North Korea to launch space rocket
Seoul - North Korea announced on Friday it would launch a long-range rocket in April to put a satellite into orbit, a move that would breach a UN ban imposed after previous launches.
Blast-off will be between April 12 and 16 to mark the 100th anniversary of the birth of founding leader Kim Il-Sung, the communist state's official news agency and state television said.
The North's last long-range rocket launch on April 5 2009, purportedly of a satellite, brought UN Security Council condemnation and a tightening of sanctions.
Pyongyang quit six-party nuclear disarmament talks in protest at the censure and conducted a second atomic weapons test the following month.
The announcement came just 16 days after the North's new leaders agreed to suspend long-range missile tests as part of a deal under which it would receive 240 000 tons of US food aid.
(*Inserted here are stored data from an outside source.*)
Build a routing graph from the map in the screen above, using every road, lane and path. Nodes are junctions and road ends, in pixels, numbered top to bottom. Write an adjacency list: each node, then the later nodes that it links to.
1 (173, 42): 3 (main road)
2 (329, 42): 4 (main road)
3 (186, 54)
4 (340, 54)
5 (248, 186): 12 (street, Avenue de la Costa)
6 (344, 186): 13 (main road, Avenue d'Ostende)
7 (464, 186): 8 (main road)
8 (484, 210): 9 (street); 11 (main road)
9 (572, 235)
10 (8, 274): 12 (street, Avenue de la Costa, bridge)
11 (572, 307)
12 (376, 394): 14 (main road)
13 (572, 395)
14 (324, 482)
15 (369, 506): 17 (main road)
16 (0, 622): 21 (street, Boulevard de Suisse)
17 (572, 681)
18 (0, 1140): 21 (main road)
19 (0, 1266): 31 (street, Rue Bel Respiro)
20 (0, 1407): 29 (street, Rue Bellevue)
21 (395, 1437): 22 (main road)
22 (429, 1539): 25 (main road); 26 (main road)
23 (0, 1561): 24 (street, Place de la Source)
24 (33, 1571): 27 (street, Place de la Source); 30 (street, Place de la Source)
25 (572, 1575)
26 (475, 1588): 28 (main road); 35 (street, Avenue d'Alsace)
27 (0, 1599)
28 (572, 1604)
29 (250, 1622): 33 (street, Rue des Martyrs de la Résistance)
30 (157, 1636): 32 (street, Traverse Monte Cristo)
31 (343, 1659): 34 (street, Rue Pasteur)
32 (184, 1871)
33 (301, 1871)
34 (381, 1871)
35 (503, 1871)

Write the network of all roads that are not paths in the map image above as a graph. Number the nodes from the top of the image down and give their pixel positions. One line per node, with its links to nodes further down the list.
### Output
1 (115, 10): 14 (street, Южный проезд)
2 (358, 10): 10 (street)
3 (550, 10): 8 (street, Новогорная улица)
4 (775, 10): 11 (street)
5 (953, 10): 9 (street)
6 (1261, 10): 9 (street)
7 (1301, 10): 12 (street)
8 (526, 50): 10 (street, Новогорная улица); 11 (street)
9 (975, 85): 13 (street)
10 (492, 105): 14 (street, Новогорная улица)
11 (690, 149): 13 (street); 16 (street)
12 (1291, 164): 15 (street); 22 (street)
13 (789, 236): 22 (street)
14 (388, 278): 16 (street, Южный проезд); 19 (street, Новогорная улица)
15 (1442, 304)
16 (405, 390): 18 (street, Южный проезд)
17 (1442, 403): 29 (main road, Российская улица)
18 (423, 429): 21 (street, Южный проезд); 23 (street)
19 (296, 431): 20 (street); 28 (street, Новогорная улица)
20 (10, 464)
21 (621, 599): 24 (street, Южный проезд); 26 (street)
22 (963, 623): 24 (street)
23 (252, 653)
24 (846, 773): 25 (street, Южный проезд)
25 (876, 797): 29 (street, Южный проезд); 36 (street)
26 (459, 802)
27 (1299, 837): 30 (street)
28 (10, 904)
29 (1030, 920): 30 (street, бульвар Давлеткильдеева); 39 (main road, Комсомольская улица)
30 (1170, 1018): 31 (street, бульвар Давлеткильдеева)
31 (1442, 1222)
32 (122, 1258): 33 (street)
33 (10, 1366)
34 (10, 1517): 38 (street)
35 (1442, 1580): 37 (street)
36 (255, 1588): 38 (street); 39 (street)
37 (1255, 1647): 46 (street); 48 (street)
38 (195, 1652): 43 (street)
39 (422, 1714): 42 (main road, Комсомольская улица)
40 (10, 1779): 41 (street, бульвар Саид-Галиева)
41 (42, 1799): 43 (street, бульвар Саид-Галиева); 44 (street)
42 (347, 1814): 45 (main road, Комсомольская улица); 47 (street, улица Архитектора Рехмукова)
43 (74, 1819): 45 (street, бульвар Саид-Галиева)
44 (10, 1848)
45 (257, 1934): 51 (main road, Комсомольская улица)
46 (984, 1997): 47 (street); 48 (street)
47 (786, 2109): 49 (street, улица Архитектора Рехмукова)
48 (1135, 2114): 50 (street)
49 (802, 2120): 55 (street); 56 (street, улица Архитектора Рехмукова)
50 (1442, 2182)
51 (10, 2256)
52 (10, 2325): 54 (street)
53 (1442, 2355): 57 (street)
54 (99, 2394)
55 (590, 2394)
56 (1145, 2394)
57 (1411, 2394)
That deal, under which Pyongyang also promised to freeze its uranium enrichment plant, had raised hopes of eased tensions under the new leadership.
The North maintains that its satellite launches are for peaceful purposes while the US and other nations say they are disguised missile tests.
An Unha-3 rocket will launch a home-built polar-orbiting earth observation satellite known as Kwangmyongsong-3, a spokesperson for the Korean Committee for Space Technology said in a statement.
Repeating its arguments of 2009, the North said such satellites are indispensable for economic development and in line with the peaceful use of space.
The launch "will greatly encourage the army and people... in the building of a thriving nation", it added.
"A safe flight orbit has been chosen so that carrier rocket debris to be generated during the flight would not have any impact on neighbouring countries," it said, promising to abide by international regulations.
The North said the rocket would be launched southward from the Sohae Satellite Launching Station in Cholsan county, North Pyongan province on its west coast.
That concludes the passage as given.